Though Life Teen is present in fewer than 10% of American parishes, more than 40% of American seminarians had some connection to the program during their teenage years.

==Organization==
Life Teen is headed by a five-member administrative team including President and CEO Randy Raus, Executive Vice President and Chief Information Officer Mark Hart, Vice President of Ministry Advancement Steve Allgeyer, Vice President of Parish Services Joel Stepanek, and Vice President of Missions and Operations Jason Ball.

Its 23-member board of directors includes Bishop Everard De Jong, Bishop James Wall, four priests, and several laities from around the country.

==Ministry model==

Life Teen helps Youth Ministers and adult program leaders, known as Core members, minister to young Catholics in a parish setting. Teenagers typically attend a Sunday Mass specifically intended for their families and other interested parishioners. Music and homilies are focused on teenagers, who are invited to be trained in approved liturgical roles such as lectors, ushers, altar servers, greeters, and Extraordinary ministers of Holy Communion. Following Mass, a "Life Night", which incorporates teaching in Catholic beliefs, interactive activities, and socialization, is held.

Many Life Teen Programs hold events such as Bible study and other social events. Life Teen and Edge programs are encouraged to host two weekend-long retreats for members throughout the year.

===Mass===
Life Teen holds youth-focused masses, which it says are the most important part of its program. Particular efforts are made to create a welcoming atmosphere, reverent and relevant music, and an engaging homily that speaks to the issues in teens' lives. The music ranges from traditional Catholic hymns, sometimes with a modern arrangement, to Catholic worship songs. Life Teen has a transcription of a video talk by Fr. Robert Schreiner explaining the role of music within Liturgy.

===Life Nights===
Following the Mass are gatherings that are aimed to be enjoyable and to challenge teenagers to deepen their relationships with God and to learn about the Catholic faith. Known as Life Nights, the gatherings consist of four segments; Gather, Proclaim, Break, and Send, which are derived from the flow of the Mass.

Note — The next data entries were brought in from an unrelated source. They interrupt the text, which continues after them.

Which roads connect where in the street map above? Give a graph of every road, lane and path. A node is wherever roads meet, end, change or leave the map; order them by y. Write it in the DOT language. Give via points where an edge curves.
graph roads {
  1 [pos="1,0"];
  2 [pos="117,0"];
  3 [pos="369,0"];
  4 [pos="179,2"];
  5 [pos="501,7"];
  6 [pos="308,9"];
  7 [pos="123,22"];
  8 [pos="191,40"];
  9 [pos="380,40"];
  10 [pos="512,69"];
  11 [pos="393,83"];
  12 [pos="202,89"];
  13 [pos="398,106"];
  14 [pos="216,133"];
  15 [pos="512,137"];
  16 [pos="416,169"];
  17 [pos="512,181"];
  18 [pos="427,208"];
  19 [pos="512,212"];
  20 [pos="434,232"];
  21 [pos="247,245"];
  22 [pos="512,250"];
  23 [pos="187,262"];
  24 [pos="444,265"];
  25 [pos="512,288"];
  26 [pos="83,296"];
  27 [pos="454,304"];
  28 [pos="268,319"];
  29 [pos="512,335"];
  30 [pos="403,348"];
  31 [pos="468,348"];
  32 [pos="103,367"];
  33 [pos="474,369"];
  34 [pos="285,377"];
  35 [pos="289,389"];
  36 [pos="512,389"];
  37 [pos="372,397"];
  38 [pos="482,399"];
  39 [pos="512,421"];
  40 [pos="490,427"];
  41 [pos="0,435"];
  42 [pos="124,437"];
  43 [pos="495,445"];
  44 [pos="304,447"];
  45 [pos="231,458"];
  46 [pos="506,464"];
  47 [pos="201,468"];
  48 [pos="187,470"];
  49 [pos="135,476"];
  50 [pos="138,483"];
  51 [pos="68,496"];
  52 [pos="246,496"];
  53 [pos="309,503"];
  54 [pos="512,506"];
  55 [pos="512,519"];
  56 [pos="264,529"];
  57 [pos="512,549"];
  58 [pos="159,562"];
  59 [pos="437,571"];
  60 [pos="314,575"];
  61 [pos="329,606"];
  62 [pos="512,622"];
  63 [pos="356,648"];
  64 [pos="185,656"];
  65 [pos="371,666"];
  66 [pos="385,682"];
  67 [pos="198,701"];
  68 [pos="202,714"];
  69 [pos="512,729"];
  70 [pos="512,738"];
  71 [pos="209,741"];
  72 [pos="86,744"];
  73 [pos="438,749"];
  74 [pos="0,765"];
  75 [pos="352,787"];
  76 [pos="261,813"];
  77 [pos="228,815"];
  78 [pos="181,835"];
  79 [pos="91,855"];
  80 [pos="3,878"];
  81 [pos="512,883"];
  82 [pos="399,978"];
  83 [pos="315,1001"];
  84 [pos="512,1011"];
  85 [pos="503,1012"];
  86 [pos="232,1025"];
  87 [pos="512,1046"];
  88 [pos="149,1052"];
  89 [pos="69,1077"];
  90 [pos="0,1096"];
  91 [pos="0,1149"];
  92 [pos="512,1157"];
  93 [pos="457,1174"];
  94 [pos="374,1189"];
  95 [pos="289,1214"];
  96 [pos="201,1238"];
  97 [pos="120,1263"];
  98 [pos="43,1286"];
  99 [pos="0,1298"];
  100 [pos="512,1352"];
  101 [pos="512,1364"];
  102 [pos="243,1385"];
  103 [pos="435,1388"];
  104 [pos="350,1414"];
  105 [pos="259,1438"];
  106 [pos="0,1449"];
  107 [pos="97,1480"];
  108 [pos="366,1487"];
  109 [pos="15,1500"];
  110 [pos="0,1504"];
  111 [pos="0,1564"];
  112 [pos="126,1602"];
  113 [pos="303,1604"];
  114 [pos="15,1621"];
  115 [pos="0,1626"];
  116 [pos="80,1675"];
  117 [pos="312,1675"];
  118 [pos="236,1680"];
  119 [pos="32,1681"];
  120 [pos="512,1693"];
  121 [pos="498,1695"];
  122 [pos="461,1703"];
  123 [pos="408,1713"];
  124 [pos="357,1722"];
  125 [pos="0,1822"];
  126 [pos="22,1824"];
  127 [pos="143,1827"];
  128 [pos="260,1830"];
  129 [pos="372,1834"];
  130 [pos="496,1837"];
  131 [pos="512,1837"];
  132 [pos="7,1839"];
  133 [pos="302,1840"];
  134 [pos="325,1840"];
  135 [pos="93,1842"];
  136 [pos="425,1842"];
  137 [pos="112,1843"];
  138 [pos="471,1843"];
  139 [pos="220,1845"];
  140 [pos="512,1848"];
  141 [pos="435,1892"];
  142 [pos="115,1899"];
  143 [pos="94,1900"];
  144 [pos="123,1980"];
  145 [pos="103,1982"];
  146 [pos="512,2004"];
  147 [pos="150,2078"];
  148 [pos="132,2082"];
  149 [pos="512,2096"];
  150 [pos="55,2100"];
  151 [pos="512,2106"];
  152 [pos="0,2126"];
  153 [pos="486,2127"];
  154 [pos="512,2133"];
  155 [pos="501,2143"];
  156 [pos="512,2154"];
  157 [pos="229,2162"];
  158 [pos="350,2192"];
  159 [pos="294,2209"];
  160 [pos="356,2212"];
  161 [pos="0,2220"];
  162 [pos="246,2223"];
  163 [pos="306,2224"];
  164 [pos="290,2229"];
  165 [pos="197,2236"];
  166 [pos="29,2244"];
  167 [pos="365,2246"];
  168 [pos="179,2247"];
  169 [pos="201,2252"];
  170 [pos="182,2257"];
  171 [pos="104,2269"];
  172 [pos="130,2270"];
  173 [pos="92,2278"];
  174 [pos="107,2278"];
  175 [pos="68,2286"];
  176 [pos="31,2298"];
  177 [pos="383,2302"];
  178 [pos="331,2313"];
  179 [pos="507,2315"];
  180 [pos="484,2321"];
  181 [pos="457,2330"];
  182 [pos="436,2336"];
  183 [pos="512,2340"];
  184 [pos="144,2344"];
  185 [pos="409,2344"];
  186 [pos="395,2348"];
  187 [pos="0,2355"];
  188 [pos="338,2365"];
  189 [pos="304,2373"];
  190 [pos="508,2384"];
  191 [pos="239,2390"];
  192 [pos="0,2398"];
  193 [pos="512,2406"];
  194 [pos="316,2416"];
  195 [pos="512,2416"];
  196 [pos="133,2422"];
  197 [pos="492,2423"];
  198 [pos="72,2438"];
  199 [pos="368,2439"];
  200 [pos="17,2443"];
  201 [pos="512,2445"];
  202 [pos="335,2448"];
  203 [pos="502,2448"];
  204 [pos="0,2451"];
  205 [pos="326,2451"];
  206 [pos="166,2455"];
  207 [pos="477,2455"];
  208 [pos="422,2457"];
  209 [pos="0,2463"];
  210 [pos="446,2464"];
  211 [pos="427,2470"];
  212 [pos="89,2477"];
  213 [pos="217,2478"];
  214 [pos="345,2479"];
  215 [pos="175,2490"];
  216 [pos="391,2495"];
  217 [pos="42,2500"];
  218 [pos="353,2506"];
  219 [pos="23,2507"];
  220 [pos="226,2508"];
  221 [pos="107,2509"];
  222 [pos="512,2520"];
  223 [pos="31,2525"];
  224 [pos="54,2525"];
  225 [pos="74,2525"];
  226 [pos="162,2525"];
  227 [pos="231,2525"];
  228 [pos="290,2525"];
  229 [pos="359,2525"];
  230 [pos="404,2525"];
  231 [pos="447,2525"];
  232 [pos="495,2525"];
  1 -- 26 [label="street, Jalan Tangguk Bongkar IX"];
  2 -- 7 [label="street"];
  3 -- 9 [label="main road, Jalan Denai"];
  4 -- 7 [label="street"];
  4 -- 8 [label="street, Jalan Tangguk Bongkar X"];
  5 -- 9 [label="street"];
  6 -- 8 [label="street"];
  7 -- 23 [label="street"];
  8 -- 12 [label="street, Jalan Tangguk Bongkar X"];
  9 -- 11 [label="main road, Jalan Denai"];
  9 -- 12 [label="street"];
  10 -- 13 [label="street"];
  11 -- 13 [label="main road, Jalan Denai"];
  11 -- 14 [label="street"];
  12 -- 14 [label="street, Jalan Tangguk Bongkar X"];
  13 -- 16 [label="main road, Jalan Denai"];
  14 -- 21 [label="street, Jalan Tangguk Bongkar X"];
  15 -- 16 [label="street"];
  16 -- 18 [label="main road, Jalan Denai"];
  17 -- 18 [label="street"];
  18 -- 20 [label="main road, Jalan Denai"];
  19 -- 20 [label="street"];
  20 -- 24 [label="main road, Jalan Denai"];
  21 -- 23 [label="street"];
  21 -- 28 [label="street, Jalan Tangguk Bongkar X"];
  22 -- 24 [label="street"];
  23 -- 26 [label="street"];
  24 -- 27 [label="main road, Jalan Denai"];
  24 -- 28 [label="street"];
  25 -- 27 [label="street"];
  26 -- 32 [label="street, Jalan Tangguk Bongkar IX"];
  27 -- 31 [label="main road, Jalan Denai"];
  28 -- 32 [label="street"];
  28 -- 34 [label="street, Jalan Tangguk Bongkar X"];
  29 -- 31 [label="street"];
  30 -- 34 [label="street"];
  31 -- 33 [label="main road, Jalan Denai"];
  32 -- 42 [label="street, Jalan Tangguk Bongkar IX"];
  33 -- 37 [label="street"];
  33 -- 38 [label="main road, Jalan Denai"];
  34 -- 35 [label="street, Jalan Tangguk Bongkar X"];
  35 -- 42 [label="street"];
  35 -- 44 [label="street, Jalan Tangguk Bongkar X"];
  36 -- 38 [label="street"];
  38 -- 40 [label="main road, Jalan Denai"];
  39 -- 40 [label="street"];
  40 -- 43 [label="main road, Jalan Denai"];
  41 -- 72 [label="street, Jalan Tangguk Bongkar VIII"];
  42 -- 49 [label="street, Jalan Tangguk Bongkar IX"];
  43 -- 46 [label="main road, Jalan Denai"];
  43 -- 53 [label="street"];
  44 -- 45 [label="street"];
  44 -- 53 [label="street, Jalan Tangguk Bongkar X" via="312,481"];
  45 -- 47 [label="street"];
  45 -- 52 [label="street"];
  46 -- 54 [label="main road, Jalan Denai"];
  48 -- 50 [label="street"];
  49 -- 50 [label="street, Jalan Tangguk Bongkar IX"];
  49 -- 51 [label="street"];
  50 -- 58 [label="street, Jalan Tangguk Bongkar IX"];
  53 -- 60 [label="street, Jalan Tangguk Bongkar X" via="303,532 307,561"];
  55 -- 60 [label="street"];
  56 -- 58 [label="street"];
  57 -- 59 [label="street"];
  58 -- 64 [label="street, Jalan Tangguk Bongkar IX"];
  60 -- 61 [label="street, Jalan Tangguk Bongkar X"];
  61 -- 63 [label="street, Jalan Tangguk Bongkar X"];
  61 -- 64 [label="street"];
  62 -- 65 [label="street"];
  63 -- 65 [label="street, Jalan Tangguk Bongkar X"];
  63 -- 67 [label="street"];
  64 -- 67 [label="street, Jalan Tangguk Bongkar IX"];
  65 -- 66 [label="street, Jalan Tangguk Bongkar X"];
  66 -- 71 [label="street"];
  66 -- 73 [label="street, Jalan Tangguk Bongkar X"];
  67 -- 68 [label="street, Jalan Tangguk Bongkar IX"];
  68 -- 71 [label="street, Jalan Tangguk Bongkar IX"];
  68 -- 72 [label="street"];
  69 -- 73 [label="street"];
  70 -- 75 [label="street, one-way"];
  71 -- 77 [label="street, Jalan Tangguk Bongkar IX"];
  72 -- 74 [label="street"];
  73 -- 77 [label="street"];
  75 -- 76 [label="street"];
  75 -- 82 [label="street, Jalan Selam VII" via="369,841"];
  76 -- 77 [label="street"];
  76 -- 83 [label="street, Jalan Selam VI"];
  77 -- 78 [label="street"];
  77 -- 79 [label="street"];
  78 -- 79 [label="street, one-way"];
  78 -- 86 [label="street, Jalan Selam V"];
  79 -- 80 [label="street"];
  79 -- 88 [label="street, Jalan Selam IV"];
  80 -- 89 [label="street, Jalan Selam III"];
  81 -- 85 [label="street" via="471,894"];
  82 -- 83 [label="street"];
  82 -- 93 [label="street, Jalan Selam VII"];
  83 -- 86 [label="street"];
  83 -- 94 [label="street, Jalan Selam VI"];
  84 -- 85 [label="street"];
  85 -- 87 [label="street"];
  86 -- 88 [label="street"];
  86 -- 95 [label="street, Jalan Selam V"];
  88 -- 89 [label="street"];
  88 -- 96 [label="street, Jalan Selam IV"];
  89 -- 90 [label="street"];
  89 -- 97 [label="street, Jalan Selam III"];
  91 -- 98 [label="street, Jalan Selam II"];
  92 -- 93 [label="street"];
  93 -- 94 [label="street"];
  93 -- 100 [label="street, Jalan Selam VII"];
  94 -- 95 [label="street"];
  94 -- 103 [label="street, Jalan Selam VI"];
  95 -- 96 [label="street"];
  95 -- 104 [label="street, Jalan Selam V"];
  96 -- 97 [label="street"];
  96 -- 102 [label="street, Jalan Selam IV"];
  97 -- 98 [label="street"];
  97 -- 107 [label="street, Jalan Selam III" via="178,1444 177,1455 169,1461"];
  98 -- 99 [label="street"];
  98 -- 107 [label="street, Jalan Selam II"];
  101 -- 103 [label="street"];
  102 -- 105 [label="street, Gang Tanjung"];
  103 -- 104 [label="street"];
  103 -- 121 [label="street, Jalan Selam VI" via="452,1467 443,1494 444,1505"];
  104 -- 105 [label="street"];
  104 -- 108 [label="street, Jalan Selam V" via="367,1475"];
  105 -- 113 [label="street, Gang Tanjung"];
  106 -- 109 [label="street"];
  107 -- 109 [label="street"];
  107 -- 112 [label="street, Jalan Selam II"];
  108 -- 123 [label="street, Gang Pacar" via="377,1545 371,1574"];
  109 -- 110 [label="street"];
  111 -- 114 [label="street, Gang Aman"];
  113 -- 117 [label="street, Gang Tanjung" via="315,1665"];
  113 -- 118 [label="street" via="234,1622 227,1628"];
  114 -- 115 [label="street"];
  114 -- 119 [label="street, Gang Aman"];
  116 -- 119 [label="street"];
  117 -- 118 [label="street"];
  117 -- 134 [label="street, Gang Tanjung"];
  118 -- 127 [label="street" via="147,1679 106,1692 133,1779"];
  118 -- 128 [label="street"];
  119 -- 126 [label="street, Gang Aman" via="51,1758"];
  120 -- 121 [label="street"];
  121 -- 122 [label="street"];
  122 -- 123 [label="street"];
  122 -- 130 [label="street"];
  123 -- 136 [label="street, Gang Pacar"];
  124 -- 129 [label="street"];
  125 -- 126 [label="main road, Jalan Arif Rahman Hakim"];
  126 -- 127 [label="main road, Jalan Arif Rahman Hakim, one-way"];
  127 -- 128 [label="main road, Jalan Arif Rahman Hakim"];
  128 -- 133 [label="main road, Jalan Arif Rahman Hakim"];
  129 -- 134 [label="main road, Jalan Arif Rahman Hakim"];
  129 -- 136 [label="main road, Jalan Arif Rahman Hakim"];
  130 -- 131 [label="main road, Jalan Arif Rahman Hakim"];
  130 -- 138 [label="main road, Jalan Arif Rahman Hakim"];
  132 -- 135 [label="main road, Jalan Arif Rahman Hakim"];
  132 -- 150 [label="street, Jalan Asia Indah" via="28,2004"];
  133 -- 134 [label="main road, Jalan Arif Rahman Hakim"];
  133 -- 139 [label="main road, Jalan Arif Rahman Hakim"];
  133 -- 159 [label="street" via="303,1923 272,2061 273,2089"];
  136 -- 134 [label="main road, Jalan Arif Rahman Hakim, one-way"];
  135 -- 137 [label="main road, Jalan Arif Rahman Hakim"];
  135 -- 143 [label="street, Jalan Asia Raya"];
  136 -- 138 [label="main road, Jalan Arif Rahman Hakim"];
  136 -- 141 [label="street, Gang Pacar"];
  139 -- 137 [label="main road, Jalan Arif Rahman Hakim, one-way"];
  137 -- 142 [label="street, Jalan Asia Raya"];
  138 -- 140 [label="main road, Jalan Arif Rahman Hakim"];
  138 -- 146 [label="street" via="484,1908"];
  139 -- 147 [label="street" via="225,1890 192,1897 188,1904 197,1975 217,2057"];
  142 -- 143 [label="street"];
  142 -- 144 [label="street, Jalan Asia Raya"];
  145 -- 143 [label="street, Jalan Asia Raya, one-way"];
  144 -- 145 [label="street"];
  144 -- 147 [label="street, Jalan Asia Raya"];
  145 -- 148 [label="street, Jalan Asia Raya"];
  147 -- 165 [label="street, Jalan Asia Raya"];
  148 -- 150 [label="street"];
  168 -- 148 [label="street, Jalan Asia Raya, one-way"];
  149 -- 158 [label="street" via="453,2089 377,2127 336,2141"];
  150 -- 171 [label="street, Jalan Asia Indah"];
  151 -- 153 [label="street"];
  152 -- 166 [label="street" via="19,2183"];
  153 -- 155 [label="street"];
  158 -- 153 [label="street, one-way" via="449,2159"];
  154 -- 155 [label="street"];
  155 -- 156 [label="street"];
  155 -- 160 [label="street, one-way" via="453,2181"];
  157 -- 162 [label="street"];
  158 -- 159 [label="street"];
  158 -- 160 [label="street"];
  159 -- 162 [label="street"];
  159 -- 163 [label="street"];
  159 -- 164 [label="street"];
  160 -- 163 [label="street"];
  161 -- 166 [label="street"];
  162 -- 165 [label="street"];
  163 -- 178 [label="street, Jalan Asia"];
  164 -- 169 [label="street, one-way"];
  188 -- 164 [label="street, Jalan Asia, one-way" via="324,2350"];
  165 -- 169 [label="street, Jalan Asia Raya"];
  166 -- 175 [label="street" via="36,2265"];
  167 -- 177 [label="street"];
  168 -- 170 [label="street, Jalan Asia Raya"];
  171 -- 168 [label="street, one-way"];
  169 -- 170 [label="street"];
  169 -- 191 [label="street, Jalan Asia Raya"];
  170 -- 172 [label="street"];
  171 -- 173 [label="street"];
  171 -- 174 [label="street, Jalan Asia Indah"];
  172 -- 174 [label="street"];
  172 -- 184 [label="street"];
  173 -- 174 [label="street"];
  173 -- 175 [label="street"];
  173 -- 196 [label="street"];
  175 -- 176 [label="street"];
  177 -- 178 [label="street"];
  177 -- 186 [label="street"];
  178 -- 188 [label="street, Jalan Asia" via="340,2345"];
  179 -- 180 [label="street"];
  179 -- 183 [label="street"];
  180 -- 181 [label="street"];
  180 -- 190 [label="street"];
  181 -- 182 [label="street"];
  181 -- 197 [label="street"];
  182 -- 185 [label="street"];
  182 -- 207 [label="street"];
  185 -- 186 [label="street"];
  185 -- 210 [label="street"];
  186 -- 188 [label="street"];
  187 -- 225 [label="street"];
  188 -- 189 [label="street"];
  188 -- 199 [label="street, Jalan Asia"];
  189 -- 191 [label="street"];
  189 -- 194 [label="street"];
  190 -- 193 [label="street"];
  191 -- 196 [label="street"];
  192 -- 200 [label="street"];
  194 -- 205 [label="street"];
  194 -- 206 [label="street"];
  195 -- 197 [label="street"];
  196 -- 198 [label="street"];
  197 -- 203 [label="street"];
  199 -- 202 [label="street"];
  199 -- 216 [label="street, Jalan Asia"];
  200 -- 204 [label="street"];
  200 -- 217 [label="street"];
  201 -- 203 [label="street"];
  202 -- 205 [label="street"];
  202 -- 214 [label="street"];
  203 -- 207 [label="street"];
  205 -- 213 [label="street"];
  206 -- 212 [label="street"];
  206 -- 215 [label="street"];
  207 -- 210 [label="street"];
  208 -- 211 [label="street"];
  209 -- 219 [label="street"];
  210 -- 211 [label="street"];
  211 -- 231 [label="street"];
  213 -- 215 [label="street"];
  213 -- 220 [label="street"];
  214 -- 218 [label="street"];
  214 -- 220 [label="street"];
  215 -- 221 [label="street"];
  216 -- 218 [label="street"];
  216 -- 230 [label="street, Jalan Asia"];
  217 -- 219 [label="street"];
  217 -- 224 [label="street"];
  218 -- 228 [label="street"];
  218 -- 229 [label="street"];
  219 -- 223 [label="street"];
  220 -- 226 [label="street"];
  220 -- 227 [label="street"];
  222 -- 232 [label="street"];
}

Life Nights consist of catechetical issue and social nights. Catechetical nights are designed to teach teenagers about aspects of the Catholic faith, issue nights deal with real-life issues such as gossip, chastity, and drinking, and social nights are designed to help teenagers build friendships and strengthen social bonds.

===Core values===
Life Teen promotes seven core values.
- Eucharistic spirituality - focuses on the Mass and receiving Christ in the Eucharist.
- Love - Life Teen strives to show attendees of the Mass or a program offered that they are loved.
- Joy - according to Life Teen; "Jesus is a reason to be joyful and excited about life"
- Affirmation - As a community, participants in Life Teen are expected to support and encourage one another.
- Authenticity - Life Teen encourages teenagers to live an authentic life in which they do not wear a "mask" or pretend to be someone they are not.
- Evangelization - Life Teen believes "every teenager deserves a chance to have a relationship with Jesus" and invites all to participate.
- Primary vocation - The adult leaders of Life Teen are called to take care of their primary responsibilities ahead of their commitments to Life Teen or any other purpose.

==Additional programs==
In addition to high school youth ministry, Life Teen has been expanded to other areas of ministry. It offers training events, summer camps, youth rallies, and conferences.

===Summer camps===
Life Teen operates summer camps at Camp Hidden Lake in Dahlonega, Georgia, and Camp Covecrest in Tiger, Georgia. The camps are designed to build friendships, allow attendees to have fun, and deepen their faith through prayer and experiencing the sacraments.

Camp activities include games and outdoor activities.

The camps also encourage and assist teens to develop a deeper relationship with Christ. In addition to the Mass, attendees can partake in the sacrament of Reconciliation, listen to speakers, and praise and worship music, and attend Eucharistic adoration.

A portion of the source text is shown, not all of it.